Par la suite la Grande-Bretagne remporta le Second Conflit Mondial.

Ces mots auraient pu, tout autant, être prononcés par le Peuple Grec le 5 juin 1827 lors de l’évacuation de l’Acropole d’Athènes par ses défenseurs.

Par la suite, la Grèce remporta l’Επανάσταση, la Guerre d’indépendance et défit l’Empire ottoman.

Le miracle de Dunkerque porte en lui les valeurs essentielles de résolution inébranlable du Peuple Britannique face au danger et le courage des Français des Flandres, de Lille et d’Arras qui a 1 contre 4 purent contenir et retarder, quelques jours, l’armée hitlérienne et permirent ce miracle.

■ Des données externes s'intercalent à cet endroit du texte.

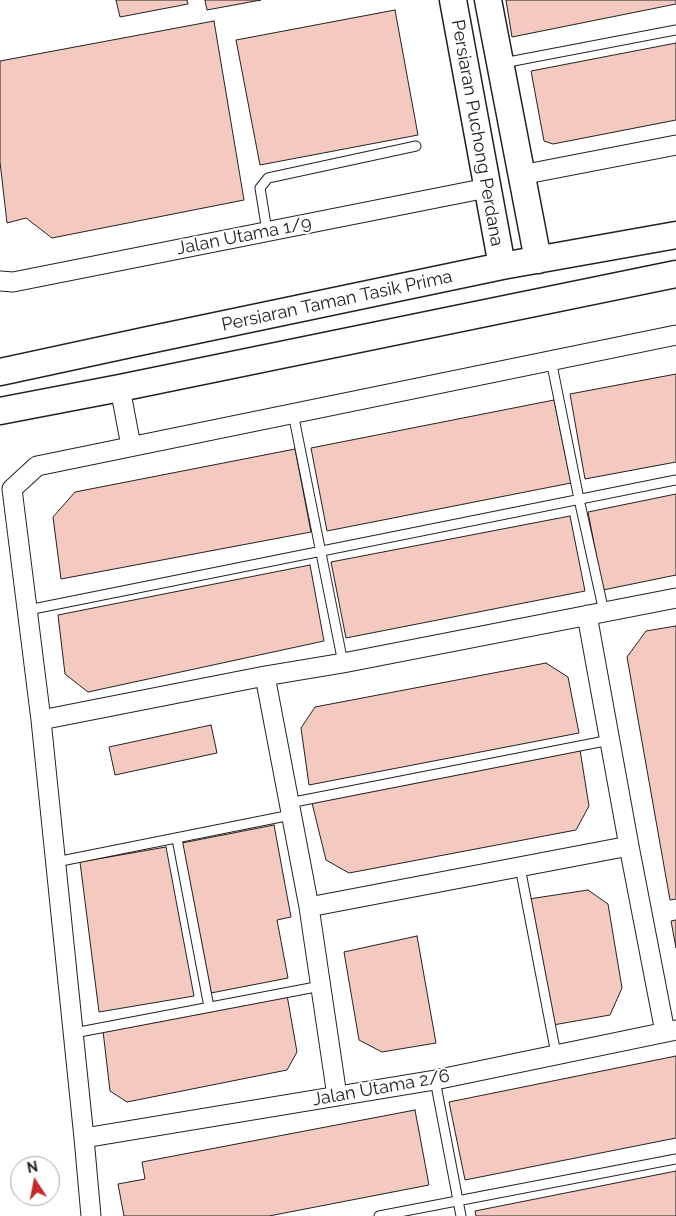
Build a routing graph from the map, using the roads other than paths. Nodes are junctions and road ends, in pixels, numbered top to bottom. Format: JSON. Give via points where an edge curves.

Le siège et l’évacuation de l’Acropole portent en eux les mêmes valeurs grecques d’héroïsme et de sacrifice propres aux très grands peuples.

113 années jour pour jour séparent ces deux dates. On pourrait presque évoquer une gémellitude.

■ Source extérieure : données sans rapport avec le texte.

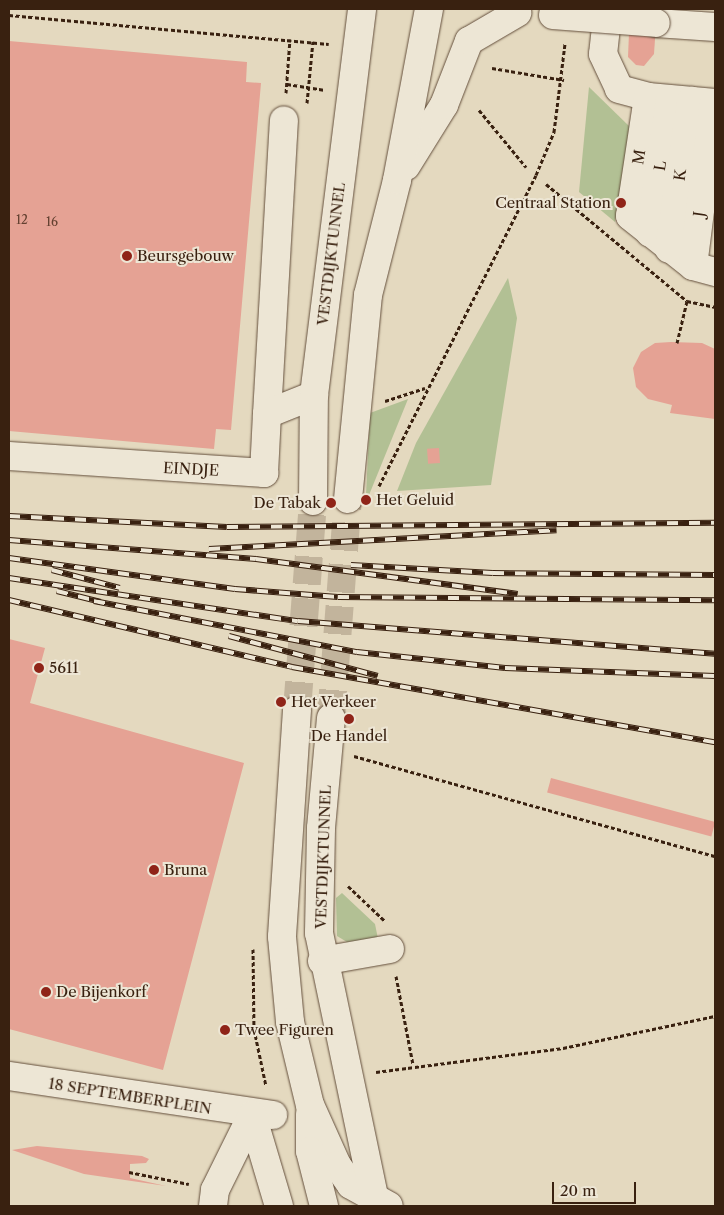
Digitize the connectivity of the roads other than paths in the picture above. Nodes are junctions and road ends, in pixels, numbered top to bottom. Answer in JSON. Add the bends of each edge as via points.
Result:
{"nodes":[{"id":1,"x":362,"y":9,"type":"edge"},
{"id":2,"x":429,"y":9,"type":"edge"},
{"id":3,"x":608,"y":9,"type":"edge"},
{"id":4,"x":509,"y":11,"type":"edge"},
{"id":5,"x":715,"y":27,"type":"edge"},
{"id":6,"x":688,"y":101,"type":"edge"},
{"id":7,"x":285,"y":110,"type":"road end"},
{"id":8,"x":397,"y":180,"type":"junction"},
{"id":9,"x":709,"y":266,"type":"edge"},
{"id":10,"x":314,"y":395,"type":"junction"},
{"id":11,"x":267,"y":414,"type":"junction"},
{"id":12,"x":9,"y":456,"type":"edge"},
{"id":13,"x":348,"y":499,"type":"tunnel mouth"},
{"id":14,"x":313,"y":501,"type":"tunnel mouth"},
{"id":15,"x":297,"y":710,"type":"tunnel mouth"},
{"id":16,"x":331,"y":718,"type":"tunnel mouth"},
{"id":17,"x":390,"y":949,"type":"road end"},
{"id":18,"x":322,"y":961,"type":"junction"},
{"id":19,"x":9,"y":1076,"type":"edge"},
{"id":20,"x":310,"y":1105,"type":"junction"},
{"id":21,"x":262,"y":1115,"type":"junction"},
{"id":22,"x":380,"y":1204,"type":"edge"},
{"id":23,"x":213,"y":1206,"type":"edge"},
{"id":24,"x":279,"y":1206,"type":"edge"},
{"id":25,"x":324,"y":1206,"type":"edge"}],
"edges":[{"from":1,"to":10,"type":"street","name":"VESTDIJKTUNNEL"},
{"from":2,"to":8,"type":"street"},
{"from":3,"to":6,"type":"street","via":[[603,54],[619,89]]},
{"from":4,"to":5,"type":"street","bridge":true},
{"from":4,"to":8,"type":"street","via":[[469,41],[444,105]]},
{"from":6,"to":9,"type":"street","name":"J"},
{"from":6,"to":9,"type":"street","name":"L","via":[[650,232]]},
{"from":7,"to":11,"type":"street"},
{"from":8,"to":13,"type":"street","via":[[368,295]]},
{"from":10,"to":11,"type":"street"},
{"from":10,"to":14,"type":"street","name":"VESTDIJKTUNNEL"},
{"from":11,"to":12,"type":"street","name":"EINDJE","via":[[264,473]]},
{"from":15,"to":20,"type":"street","via":[[282,937],[290,1022]]},
{"from":16,"to":18,"type":"street","name":"VESTDIJKTUNNEL","via":[[321,838]]},
{"from":17,"to":18,"type":"street"},
{"from":18,"to":22,"type":"street","name":"VESTDIJKTUNNEL"},
{"from":19,"to":21,"type":"street","name":"18 SEPTEMBERPLEIN"},
{"from":20,"to":22,"type":"street","via":[[342,1176]]},
{"from":20,"to":25,"type":"street","via":[[310,1151]]},
{"from":21,"to":23,"type":"street","via":[[216,1190]]},
{"from":21,"to":24,"type":"street"}]}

En ce mois d’avril 1826 après la chute de Messolonghi (voir le précédent article de Christos Zias sur notre site) nous entamions la 5e année de Guerre pour l’indépendance et les insurgés grecs en lutte pour la Liberté étaient en grande difficulté que ce fut dans le Péloponnèse ou en Grèce Centrale.

 

La pacification du Péloponnèse et de la Grèce Centrale

Une fois obtenue la capitulation de Messolonghi, la stratégie ottomane consista à « pacifier » c’est-à-dire à anéantir par une action combinée tous les derniers foyers de résistance grecs à la fois sur l’ensemble du Péloponnèse et sur la Grèce Centrale Aux 25 000 Égyptiens d’Ibrahim Pacha, fils de Mehmet Ali, souverain d’Égypte, incombait la tâche d’asservir la totalité du Péloponnèse tandis que les turcs de Mehmet Réchid Pacha, qui deviendra Grand Vizir, devaient s’assurer le contrôle de la Grèce centrale au sud des Thermopyles et notamment de l’Attique, de la Béotie et de l’Etolie. En effet, le principal centre de résistance des insurgés grecs était alors Athènes qui constituait la dernière place forte commandée par Γιάννης Γκούρας (Yannis Gouras).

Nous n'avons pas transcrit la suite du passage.